### Data provided

'''

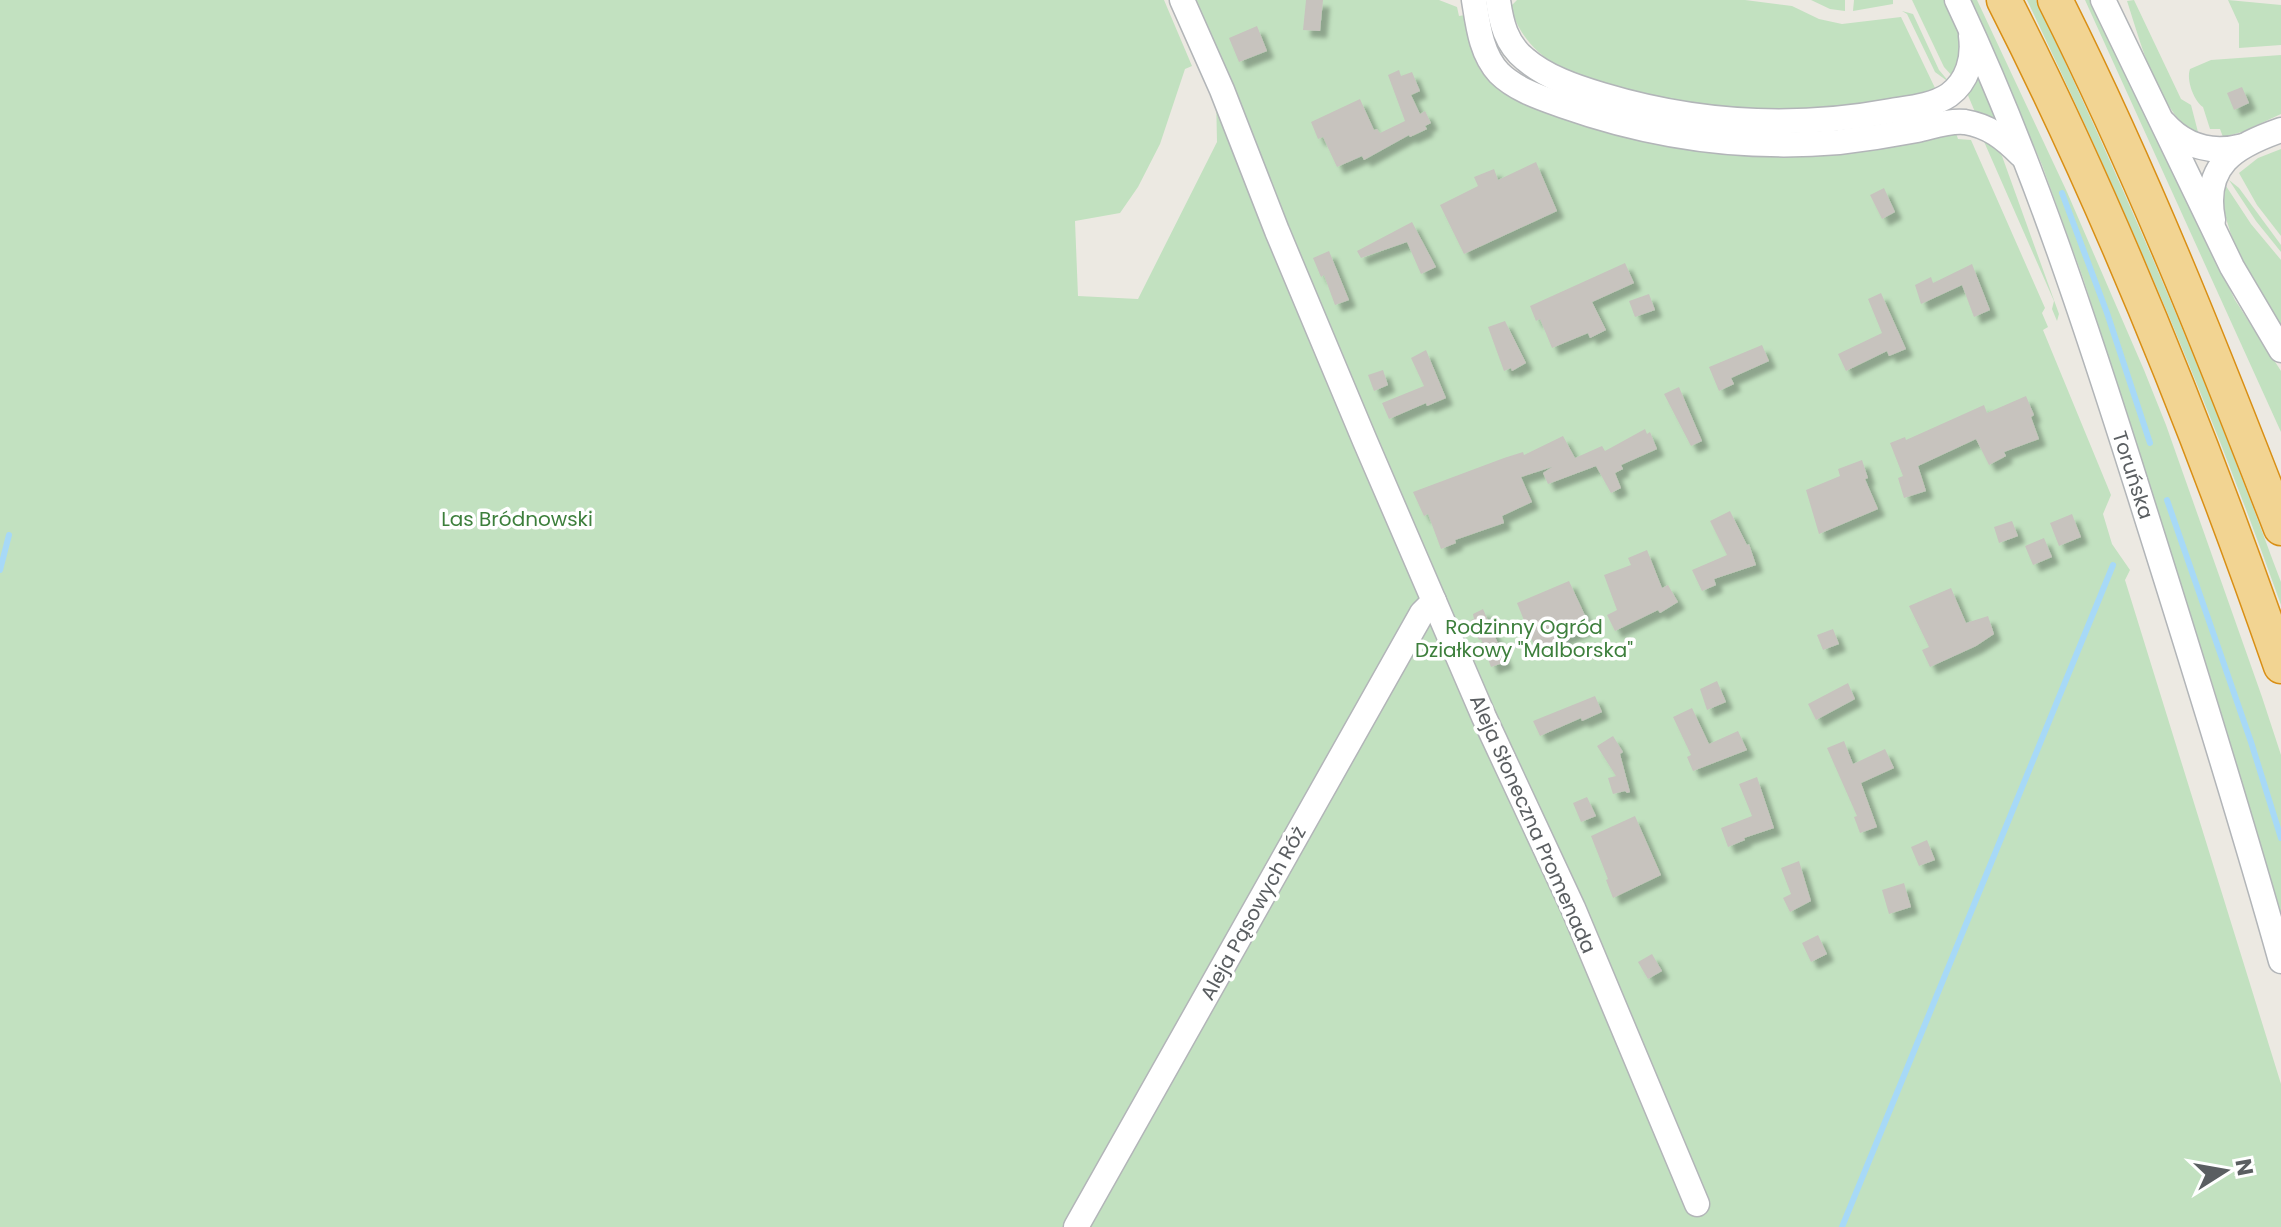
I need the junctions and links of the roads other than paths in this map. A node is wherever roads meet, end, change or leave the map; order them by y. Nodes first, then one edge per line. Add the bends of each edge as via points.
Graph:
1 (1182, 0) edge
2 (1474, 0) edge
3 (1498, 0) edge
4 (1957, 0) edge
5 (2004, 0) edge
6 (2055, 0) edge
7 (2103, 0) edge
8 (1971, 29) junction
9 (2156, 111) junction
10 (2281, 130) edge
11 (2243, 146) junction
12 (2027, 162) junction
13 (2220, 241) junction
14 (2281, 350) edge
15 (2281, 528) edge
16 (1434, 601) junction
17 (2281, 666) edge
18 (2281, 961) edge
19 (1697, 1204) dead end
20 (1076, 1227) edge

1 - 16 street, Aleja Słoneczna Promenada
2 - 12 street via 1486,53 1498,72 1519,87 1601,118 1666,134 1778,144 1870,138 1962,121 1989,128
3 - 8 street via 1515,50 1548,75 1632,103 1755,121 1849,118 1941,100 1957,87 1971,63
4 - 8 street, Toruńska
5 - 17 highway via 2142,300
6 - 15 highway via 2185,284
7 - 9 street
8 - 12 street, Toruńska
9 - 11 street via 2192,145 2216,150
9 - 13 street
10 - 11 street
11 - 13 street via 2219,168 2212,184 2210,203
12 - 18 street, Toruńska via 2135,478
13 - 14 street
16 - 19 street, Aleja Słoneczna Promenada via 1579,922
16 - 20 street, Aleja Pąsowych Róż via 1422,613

'''
'''

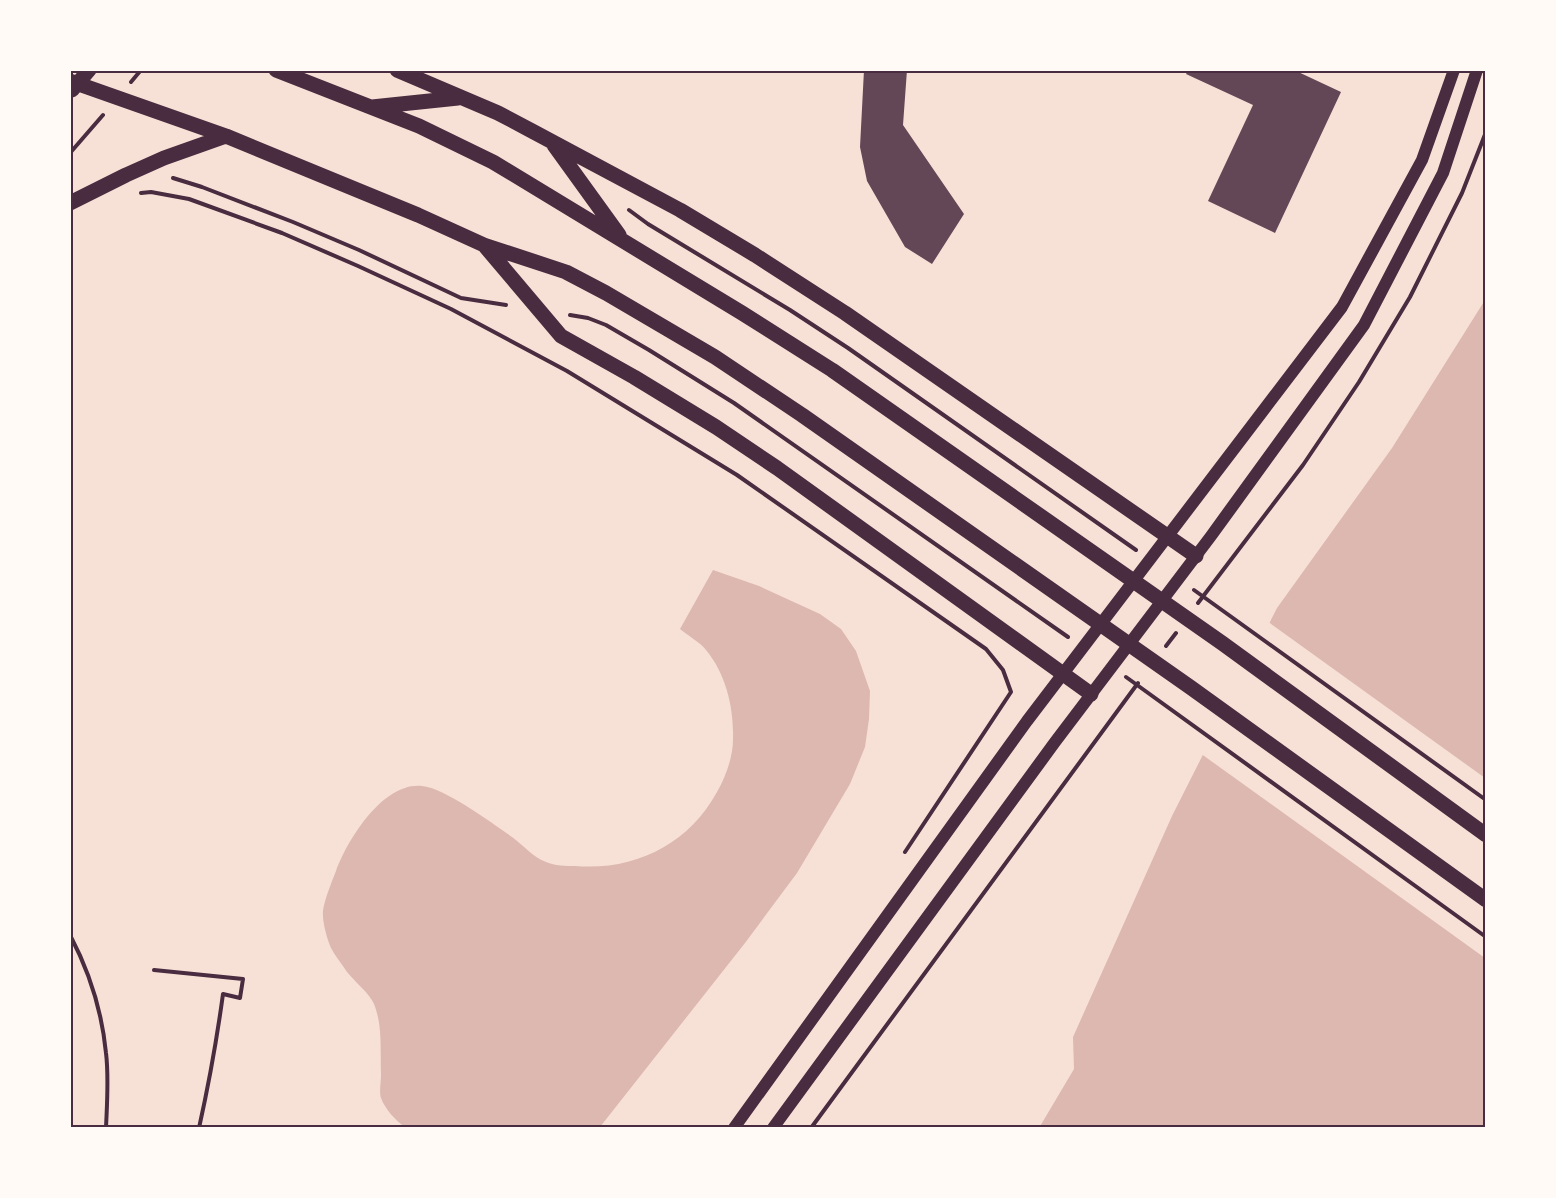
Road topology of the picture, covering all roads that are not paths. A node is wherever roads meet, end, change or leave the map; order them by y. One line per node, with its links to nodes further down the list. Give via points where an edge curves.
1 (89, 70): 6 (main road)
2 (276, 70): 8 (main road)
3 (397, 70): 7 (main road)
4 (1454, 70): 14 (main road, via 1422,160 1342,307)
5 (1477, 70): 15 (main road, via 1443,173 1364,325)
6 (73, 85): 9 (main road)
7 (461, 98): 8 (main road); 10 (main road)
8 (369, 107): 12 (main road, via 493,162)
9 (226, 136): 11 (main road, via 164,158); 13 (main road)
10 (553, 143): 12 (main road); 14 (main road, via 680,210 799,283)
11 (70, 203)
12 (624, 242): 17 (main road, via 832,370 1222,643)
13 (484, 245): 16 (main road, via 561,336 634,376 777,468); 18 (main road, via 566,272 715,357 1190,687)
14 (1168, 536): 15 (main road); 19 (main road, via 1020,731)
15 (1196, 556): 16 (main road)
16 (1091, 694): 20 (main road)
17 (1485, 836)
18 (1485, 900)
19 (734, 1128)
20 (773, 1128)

'''
'''

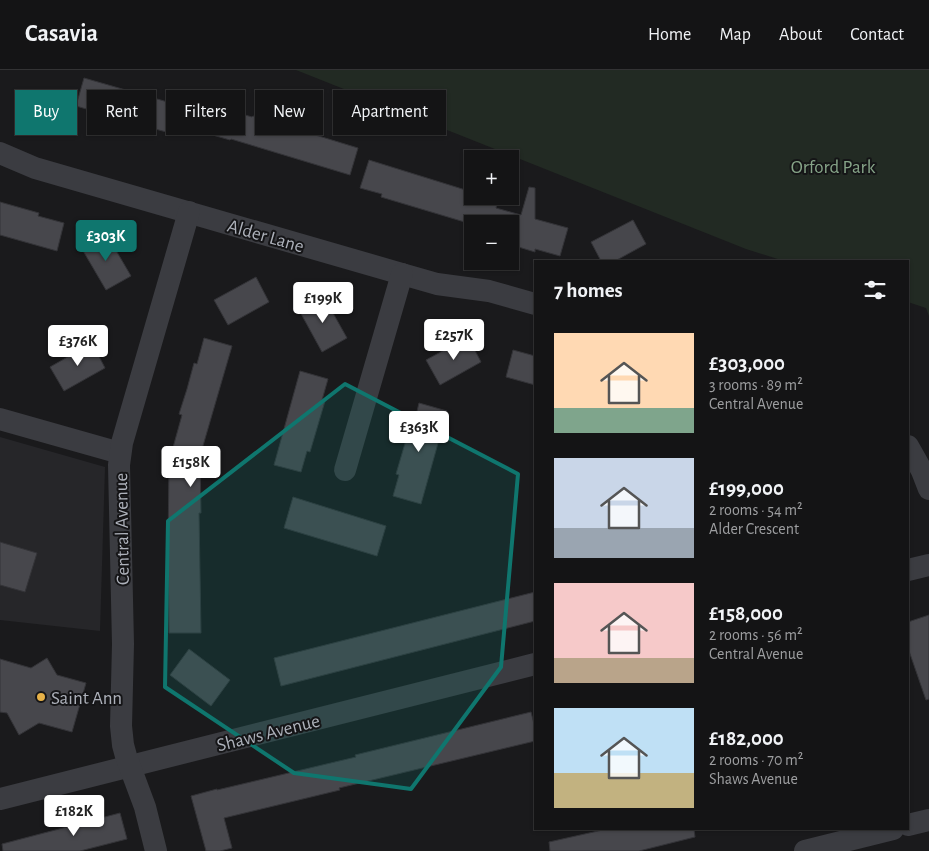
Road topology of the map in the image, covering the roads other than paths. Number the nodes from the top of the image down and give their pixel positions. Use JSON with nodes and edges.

'''

### Goal of the exercise
Pull out every line of the records above that contains the word "than".

### Result of the exercise
I need the junctions and links of the roads other than paths in this map. A node is wherever roads meet, end, change or leave the map; order them by y. Nodes first, then one edge per line. Add the bends of each edge as via points.
Road topology of the map in the image, covering the roads other than paths. Number the nodes from the top of the image down and give their pixel positions. Use JSON with nodes and edges.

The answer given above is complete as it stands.